Stored items:
- - -
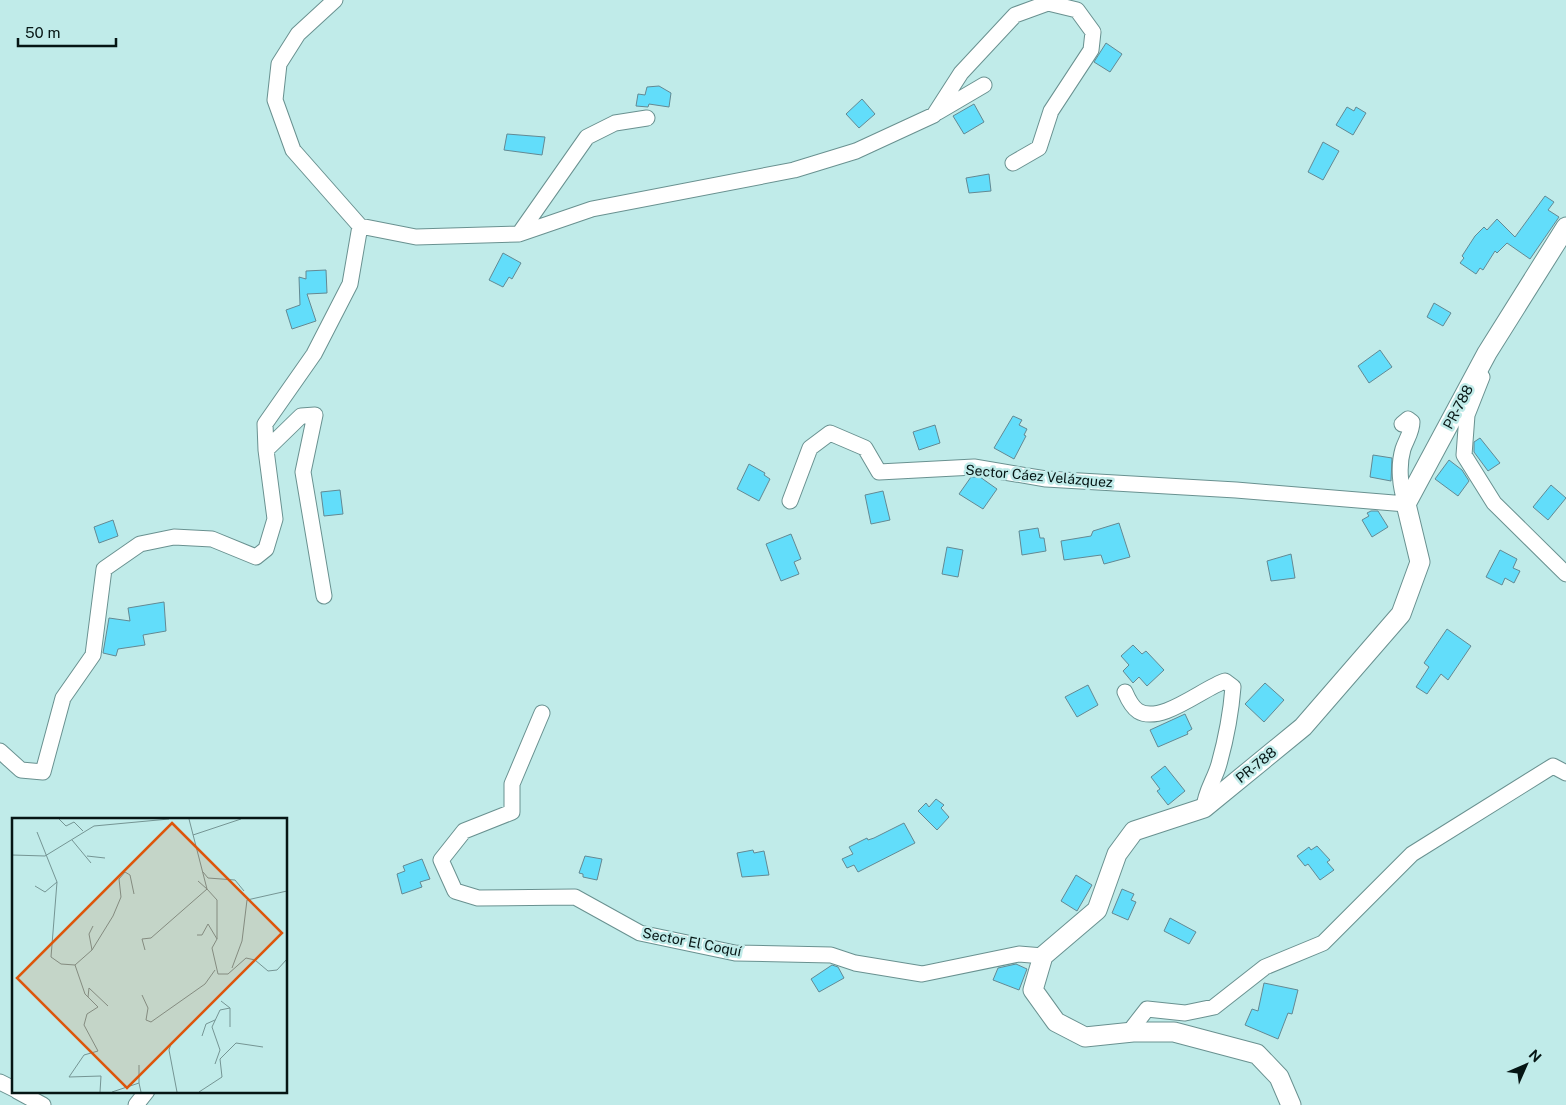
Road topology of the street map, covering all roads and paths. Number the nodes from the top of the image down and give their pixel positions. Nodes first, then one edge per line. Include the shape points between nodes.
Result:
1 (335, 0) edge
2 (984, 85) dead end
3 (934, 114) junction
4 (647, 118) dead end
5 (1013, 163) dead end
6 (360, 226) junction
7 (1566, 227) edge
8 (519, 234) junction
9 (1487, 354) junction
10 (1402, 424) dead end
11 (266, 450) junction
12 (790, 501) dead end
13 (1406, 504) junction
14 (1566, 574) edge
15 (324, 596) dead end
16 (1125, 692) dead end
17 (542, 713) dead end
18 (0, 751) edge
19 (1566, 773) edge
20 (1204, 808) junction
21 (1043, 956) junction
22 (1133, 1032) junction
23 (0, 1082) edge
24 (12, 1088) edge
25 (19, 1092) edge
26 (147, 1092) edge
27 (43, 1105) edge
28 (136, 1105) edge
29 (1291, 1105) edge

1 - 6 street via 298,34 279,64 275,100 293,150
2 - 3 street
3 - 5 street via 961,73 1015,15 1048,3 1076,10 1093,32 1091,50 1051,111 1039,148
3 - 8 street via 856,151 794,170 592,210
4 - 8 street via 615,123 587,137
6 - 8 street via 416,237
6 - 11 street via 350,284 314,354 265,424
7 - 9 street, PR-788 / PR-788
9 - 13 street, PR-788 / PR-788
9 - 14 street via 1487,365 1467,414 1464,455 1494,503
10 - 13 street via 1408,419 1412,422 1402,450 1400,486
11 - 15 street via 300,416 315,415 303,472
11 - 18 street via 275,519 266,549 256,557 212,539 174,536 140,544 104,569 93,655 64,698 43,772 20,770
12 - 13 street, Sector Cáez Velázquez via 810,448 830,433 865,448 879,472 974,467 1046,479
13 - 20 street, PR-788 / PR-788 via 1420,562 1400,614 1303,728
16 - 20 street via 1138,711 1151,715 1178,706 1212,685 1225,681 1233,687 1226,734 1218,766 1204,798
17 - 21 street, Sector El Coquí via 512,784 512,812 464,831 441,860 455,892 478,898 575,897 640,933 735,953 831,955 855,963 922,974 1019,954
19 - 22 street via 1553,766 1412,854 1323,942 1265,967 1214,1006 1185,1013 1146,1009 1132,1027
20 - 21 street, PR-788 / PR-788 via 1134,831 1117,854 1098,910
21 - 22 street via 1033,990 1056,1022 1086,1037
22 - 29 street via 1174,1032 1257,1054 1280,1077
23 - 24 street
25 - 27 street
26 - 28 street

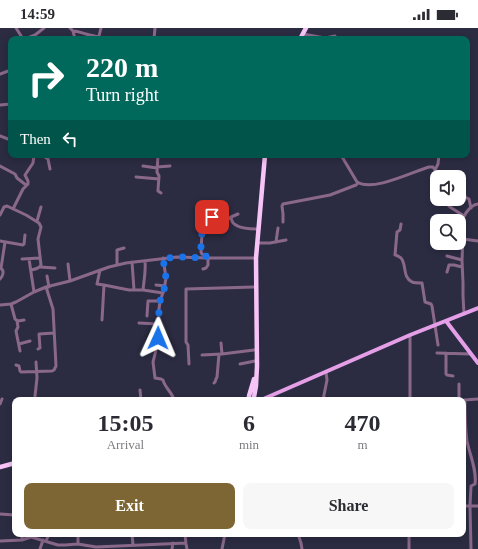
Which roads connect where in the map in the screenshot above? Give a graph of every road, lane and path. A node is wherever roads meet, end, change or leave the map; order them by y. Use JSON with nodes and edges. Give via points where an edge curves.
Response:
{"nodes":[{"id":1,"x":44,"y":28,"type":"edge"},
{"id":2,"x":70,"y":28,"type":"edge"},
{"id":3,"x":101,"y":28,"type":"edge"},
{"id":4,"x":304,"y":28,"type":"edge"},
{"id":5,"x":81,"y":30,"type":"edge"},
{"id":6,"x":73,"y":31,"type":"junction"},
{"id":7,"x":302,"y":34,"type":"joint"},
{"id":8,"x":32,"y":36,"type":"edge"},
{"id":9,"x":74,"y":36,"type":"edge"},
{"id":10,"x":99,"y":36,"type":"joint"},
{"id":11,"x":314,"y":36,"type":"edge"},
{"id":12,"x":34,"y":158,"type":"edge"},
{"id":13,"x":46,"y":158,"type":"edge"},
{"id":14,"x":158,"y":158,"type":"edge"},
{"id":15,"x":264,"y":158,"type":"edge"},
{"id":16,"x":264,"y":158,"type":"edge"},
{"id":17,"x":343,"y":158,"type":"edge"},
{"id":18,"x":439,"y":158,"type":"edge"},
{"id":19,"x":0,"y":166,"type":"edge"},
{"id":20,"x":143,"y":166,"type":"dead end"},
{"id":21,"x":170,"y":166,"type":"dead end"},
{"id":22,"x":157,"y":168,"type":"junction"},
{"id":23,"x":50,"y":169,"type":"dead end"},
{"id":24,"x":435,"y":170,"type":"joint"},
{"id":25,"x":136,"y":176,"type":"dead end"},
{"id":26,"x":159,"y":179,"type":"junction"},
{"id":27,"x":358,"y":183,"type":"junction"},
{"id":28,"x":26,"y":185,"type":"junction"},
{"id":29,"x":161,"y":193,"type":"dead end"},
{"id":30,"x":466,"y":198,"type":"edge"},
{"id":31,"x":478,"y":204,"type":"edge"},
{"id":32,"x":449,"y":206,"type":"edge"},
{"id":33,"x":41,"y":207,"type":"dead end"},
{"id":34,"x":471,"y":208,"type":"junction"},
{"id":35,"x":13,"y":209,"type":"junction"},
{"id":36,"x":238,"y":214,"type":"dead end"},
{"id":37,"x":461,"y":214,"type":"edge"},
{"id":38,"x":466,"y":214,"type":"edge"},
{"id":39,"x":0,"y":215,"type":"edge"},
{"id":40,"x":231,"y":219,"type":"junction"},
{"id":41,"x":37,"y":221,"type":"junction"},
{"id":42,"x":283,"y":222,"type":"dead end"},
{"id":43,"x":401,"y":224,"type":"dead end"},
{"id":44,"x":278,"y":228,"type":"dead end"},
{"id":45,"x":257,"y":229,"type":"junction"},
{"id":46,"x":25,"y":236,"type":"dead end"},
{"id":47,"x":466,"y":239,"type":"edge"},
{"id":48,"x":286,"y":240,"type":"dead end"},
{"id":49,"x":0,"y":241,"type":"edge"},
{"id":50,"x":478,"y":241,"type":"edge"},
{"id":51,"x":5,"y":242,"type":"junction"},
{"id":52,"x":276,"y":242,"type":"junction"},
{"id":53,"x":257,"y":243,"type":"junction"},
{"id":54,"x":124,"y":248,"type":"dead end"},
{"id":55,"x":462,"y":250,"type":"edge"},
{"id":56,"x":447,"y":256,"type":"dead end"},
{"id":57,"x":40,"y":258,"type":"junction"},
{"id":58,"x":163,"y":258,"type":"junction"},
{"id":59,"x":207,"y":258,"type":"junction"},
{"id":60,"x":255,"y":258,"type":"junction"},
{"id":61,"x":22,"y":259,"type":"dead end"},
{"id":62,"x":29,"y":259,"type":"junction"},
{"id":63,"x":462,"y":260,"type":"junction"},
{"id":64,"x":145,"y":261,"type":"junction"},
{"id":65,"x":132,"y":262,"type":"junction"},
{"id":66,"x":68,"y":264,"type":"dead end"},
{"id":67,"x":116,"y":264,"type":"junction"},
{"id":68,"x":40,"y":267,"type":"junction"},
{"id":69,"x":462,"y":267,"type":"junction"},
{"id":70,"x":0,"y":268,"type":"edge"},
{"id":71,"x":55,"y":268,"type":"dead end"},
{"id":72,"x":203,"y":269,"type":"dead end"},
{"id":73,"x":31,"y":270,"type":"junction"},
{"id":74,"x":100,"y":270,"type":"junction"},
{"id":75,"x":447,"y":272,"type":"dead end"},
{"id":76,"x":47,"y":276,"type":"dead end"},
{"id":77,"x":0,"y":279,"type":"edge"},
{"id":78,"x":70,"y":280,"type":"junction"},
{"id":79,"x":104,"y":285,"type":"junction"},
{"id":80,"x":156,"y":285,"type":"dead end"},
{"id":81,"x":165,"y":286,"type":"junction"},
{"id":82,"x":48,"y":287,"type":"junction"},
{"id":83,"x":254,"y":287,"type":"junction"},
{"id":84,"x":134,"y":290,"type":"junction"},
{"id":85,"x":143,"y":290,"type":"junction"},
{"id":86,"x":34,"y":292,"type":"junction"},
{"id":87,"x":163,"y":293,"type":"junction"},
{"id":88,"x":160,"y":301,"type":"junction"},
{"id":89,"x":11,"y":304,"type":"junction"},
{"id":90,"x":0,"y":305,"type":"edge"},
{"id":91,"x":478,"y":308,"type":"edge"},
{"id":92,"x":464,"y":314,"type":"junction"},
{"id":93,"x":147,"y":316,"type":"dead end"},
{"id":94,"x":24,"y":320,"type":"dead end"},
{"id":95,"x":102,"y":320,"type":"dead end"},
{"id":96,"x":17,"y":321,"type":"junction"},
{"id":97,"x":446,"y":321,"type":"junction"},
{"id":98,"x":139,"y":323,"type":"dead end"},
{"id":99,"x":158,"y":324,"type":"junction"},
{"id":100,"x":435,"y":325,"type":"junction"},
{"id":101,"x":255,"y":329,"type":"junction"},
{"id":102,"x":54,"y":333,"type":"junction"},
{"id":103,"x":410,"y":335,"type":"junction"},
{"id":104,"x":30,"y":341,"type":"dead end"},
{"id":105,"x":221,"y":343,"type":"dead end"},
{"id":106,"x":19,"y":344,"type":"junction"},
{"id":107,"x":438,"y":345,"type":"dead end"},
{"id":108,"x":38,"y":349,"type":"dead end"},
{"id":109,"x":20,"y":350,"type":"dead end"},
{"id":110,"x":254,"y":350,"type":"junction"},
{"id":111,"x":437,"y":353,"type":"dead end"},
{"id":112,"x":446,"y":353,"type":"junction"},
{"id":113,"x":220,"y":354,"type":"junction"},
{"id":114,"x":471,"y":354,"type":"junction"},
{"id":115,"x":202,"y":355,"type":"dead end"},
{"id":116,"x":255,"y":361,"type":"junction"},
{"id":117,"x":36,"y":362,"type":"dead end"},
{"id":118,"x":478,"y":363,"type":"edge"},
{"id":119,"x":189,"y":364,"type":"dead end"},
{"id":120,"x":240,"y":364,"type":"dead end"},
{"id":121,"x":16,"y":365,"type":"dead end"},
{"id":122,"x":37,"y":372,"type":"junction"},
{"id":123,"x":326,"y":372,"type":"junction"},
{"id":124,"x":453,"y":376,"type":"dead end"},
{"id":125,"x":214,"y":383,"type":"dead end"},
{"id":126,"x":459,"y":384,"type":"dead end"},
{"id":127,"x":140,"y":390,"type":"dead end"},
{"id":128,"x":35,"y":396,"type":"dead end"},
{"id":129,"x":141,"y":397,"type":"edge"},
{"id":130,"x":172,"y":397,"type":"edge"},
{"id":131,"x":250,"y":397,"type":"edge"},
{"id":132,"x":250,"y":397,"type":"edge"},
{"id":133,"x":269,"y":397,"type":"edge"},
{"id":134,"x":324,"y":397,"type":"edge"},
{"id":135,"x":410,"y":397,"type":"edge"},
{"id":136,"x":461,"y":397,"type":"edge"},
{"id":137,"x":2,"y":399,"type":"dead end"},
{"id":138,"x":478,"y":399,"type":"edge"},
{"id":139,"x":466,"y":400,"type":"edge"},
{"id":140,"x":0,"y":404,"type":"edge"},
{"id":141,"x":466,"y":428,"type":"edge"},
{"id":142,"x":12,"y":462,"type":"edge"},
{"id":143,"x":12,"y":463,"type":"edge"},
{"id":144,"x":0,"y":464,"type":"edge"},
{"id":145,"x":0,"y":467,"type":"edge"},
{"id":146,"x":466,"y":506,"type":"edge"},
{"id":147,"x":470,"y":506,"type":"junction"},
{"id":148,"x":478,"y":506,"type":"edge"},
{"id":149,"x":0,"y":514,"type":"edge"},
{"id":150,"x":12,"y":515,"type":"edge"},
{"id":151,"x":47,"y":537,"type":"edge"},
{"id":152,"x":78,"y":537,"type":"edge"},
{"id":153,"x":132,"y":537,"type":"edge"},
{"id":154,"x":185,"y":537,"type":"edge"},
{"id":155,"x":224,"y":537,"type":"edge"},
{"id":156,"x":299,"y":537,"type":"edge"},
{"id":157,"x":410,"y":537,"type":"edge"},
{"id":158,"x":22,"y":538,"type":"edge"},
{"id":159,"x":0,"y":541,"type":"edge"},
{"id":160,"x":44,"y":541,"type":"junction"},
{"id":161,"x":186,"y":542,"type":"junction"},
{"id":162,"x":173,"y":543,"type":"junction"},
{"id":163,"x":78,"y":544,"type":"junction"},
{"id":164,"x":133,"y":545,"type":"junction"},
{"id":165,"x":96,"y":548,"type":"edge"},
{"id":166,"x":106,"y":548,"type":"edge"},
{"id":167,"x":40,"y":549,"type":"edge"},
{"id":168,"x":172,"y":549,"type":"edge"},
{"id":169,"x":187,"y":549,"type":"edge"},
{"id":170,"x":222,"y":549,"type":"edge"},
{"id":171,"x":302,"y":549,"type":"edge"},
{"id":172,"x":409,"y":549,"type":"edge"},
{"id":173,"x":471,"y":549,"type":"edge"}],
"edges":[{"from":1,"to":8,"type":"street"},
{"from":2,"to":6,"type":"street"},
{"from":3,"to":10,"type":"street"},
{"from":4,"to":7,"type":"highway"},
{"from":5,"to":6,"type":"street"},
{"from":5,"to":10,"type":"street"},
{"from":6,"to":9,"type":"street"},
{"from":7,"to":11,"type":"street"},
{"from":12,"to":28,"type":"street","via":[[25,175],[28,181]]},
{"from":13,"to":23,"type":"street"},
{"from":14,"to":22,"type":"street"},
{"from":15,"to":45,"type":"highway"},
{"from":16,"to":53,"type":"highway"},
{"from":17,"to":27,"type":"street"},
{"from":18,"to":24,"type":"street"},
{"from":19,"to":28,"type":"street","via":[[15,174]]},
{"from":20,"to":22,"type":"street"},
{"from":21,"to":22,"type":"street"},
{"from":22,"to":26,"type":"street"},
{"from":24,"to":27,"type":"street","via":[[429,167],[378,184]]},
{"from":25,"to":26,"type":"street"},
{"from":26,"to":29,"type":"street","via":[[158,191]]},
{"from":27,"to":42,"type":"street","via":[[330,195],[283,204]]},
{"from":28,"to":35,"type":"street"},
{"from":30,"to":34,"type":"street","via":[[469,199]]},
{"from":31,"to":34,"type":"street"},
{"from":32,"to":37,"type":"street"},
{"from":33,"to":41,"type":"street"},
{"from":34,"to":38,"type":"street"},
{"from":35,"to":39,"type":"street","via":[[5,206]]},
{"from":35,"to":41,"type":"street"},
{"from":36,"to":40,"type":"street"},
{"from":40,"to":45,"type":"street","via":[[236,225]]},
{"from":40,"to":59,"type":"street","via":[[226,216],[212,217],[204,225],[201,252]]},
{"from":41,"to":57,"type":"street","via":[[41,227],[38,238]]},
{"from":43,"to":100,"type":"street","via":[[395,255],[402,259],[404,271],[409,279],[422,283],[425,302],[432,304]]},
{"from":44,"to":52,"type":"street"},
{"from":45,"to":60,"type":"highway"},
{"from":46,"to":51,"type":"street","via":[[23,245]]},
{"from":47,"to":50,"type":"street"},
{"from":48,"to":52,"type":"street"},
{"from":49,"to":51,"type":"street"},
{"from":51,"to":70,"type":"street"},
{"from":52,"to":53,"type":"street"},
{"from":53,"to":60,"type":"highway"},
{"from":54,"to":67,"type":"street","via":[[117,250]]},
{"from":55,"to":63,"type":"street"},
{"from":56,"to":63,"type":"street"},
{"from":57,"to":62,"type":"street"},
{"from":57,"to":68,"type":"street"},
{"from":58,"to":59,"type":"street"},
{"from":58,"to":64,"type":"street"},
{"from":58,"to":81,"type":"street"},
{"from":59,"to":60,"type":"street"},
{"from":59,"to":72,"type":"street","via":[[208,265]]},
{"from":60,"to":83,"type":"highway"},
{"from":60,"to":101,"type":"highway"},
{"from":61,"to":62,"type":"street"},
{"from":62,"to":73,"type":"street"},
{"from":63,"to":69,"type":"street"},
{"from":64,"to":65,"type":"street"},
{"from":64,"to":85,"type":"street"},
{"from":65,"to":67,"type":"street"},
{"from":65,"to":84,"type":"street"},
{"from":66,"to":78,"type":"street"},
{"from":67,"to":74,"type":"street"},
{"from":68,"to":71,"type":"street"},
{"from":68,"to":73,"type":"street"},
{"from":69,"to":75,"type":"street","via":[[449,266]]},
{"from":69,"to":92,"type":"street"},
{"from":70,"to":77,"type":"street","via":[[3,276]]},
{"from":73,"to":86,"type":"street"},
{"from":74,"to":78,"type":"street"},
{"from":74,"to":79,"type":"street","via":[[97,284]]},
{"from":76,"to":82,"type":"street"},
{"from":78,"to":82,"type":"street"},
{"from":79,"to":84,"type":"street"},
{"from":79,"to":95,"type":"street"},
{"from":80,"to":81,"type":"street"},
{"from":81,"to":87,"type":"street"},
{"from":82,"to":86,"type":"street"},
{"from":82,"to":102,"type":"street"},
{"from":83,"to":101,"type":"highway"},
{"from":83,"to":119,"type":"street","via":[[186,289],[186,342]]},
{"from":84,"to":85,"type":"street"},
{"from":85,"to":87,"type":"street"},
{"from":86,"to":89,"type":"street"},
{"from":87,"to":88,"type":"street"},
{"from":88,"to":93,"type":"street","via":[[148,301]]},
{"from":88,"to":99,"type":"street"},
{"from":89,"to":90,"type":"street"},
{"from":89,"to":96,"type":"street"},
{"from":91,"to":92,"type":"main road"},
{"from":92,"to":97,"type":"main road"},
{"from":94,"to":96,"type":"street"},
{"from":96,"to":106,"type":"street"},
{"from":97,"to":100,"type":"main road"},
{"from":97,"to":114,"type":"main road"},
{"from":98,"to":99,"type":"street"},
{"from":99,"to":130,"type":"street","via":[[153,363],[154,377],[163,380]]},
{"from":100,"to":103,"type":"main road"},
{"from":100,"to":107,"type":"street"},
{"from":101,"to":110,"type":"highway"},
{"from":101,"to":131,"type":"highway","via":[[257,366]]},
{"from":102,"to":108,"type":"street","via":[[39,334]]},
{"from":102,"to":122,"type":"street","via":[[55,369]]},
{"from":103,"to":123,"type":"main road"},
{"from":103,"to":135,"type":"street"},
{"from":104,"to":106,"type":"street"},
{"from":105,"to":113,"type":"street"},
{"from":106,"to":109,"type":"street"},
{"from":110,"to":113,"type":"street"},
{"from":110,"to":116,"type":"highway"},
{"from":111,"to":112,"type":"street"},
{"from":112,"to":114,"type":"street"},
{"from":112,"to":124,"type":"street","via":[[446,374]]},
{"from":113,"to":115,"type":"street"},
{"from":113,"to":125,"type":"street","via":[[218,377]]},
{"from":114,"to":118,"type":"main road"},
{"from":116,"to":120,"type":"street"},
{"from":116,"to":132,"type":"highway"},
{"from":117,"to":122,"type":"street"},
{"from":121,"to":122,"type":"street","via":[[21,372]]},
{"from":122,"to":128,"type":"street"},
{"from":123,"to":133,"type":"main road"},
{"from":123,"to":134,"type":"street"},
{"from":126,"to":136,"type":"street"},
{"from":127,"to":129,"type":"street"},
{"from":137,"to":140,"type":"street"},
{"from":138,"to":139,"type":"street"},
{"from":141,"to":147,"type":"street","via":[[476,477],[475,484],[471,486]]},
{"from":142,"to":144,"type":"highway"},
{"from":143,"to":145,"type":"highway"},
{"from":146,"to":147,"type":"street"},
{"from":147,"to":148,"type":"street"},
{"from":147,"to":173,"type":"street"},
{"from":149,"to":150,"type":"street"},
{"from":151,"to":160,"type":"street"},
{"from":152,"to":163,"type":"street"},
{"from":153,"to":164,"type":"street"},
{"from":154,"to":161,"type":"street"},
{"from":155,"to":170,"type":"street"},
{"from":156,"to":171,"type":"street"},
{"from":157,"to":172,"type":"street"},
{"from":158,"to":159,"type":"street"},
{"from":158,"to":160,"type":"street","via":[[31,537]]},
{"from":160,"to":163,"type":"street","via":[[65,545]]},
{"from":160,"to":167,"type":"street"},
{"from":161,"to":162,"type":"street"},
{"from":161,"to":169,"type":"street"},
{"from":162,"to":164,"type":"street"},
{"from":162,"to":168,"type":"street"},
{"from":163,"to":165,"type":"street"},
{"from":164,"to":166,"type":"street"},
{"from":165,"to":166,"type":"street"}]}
- - -
_TASK TO CARRY OUT:_ If a line in the records above holds the string "roads", copy it.

_RESULT OF THE EXERCISE:_
Road topology of the street map, covering all roads and paths. Number the nodes from the top of the image down and give their pixel positions. Nodes first, then one edge per line. Include the shape points between nodes.
Which roads connect where in the map in the screenshot above? Give a graph of every road, lane and path. A node is wherever roads meet, end, change or leave the map; order them by y. Use JSON with nodes and edges. Give via points where an edge curves.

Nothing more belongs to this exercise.